Una sottile e soggettiva differenza
Si può, tuttavia fare una differenza di significato, molto sottile, fra i due termini.Tutto quanto è strettamente legato alla famiglia è “famigliare”, come per esempio una riunione fra i membri della stessa famiglia = riunione famigliare.

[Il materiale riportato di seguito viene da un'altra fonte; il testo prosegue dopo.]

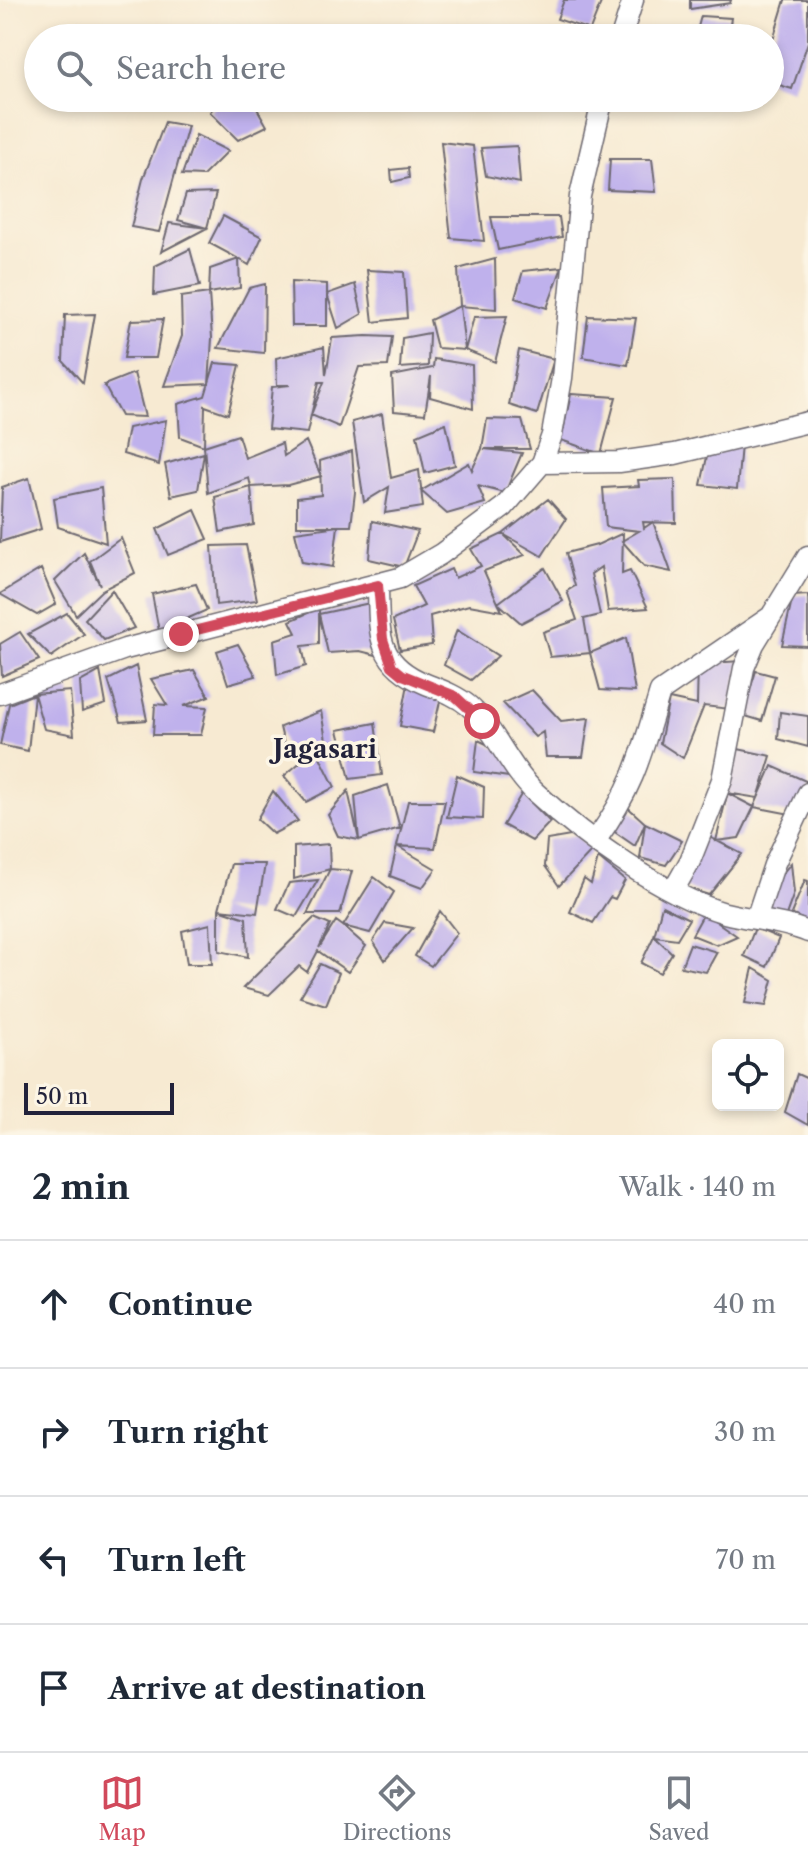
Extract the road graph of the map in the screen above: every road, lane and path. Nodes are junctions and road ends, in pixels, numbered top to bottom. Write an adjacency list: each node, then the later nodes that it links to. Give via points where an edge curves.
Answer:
1 (633, 0): 2 (street)
2 (625, 24)
3 (600, 112): 5 (street, via 580,196 562,378)
4 (808, 422): 5 (street, via 633,460)
5 (542, 463): 7 (street, via 504,507 477,528 417,569)
6 (808, 556): 8 (street)
7 (378, 585): 9 (street, via 125,649); 11 (street, via 383,639 392,666 470,707 533,790)
8 (775, 614): 11 (street, via 660,692 641,762); 12 (street, via 744,668 722,780)
9 (0, 694)
10 (808, 793): 13 (street)
11 (596, 840): 12 (street)
12 (673, 891): 13 (street)
13 (756, 919): 14 (street)
14 (808, 932)

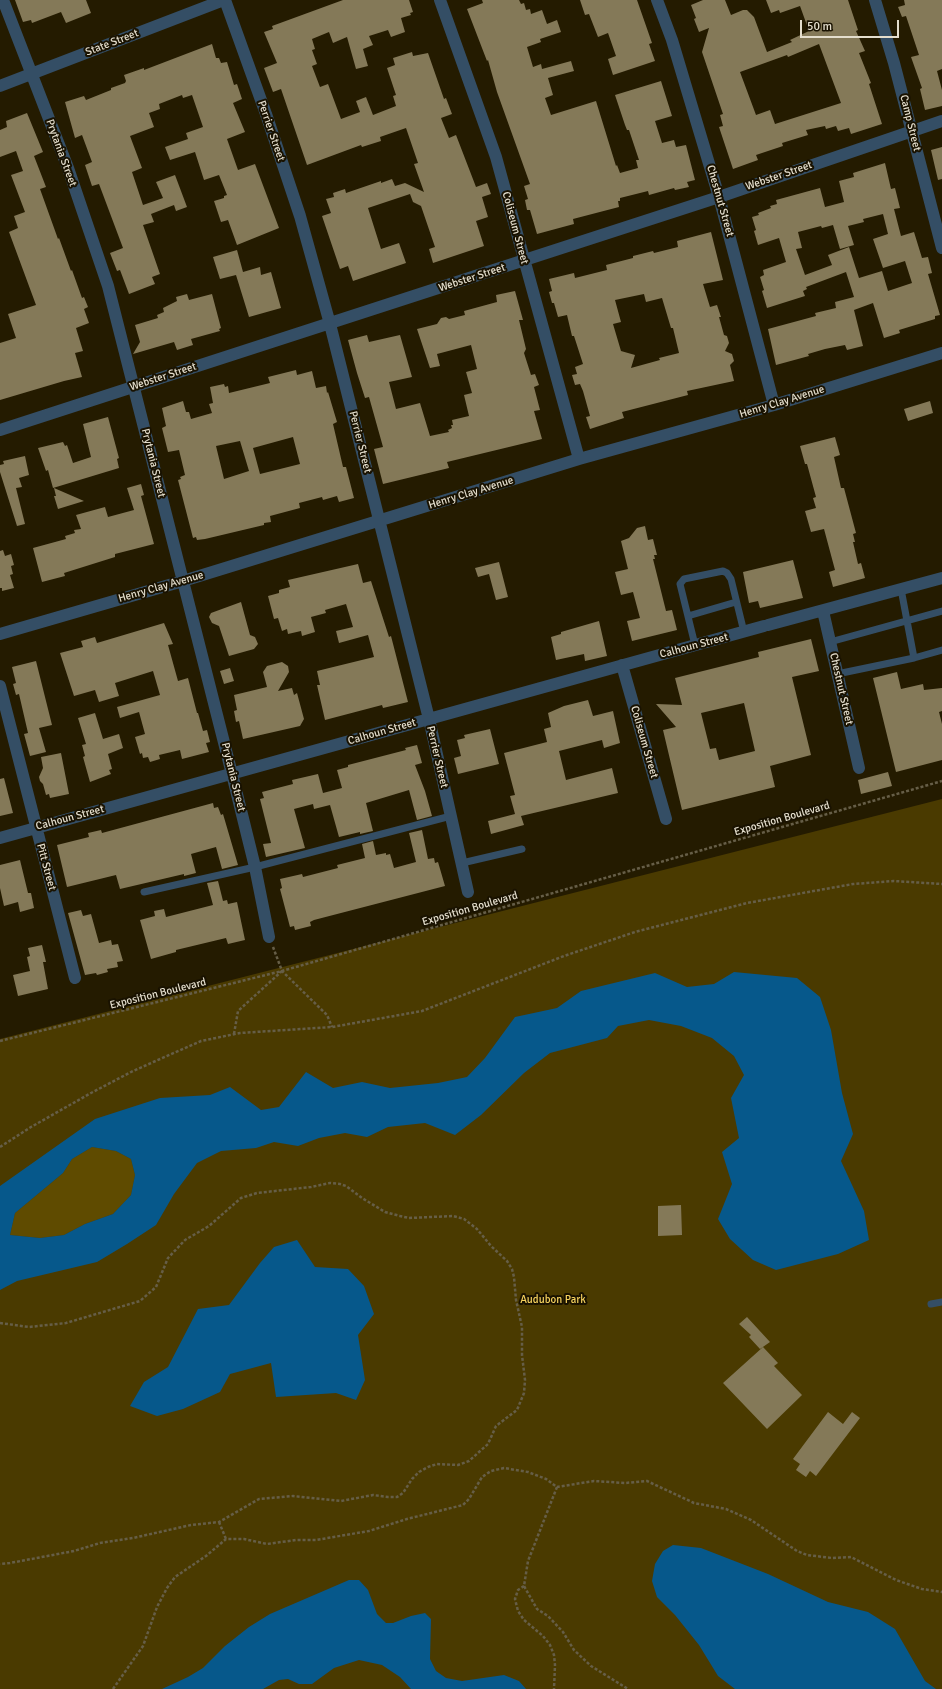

Un consiglio espresso dai componenti della famiglia in modo unanime è un consiglio “famigliare”, ovvero di famiglia.
Quanto invece ci è già noto, diventa “familiare”. Il volto di una persona che abbiamo già incontrato da qualche parte, può essere descritto come “familiare” nel senso di già visto.
A parte questa riflessione, che è puramente soggettiva, la decisione se usare un termine o l’altro dipende dai gusti personali perché se una è corretta, l’altra non è certamente sbagliata.
Un nuovo termine
Per concludere, negli ultimi anni, derivato dall’inglese “familism” e“family”, si è fatto strada il termine “familismo” con significato di un eccessivo attaccamento alla famiglia di origine, un comportamento tenuto dai cosiddetti “bamboccioni”.Esempi di frasi con familiari e famigliari
Ecco alcuni esempi di frasi con l'utilizzo di familiari e famigliari:Sono certo che piano piano supererai i tuoi problemi familiari.
Perché i miei familiari non mi amano?
Questi aspetti mi sono molto familiari.
Questi sono piccoli nuclei familiari.
Le nostre storie familiari sono simili.
Ho trascorso una bellissima vacanza con i miei famigliari.
Anna ha annunciato il suo fidanzamento con Luca a tutti i suoi famigliari.
Luca ha molti problemi con i suoi famigliari.
I suoi famigliari sono molto contenti di lei.
I miei famigliari sono accorsi in ospedale al capezzale di mia nonna.
Domande da interrogazione
- Qual è la differenza tra "familiare" e "famigliare"?
- Qual è il parere dell'Accademia della Crusca riguardo all'uso di "familiare" e "famigliare"?
- Come si usano i termini "familiare" e "famigliare" in contesti letterari?
- Qual è la sottile differenza di significato tra "familiare" e "famigliare"?
- Cosa significa il termine "familismo" e da dove deriva?
Entrambi i termini possono essere aggettivi o sostantivi e si riferiscono a qualcosa di ben noto, ma "familiare" è più usato e deriva dal latino "familiaris", mentre "famigliare" è di origine più popolare e legata al termine "famiglia".
L'Accademia della Crusca preferisce la forma "familiare" per la sua maggiore diffusione, mentre "famigliare" è considerata meno comune ma non errata.
In letteratura, autori come Natalia Ginzburg e Vasco Pratolini mostrano un'oscillazione nell'uso dei termini, con "familiare" che predomina, ma entrambi sono stati utilizzati nel corso della storia.
"Famigliare" si riferisce a ciò che è legato alla famiglia, mentre "familiare" indica qualcosa di già noto o visto, come un volto riconosciuto.
"Familismo" è un termine recente derivato dall'inglese "familism" e "family", che indica un eccessivo attaccamento alla famiglia di origine, spesso associato ai "bamboccioni".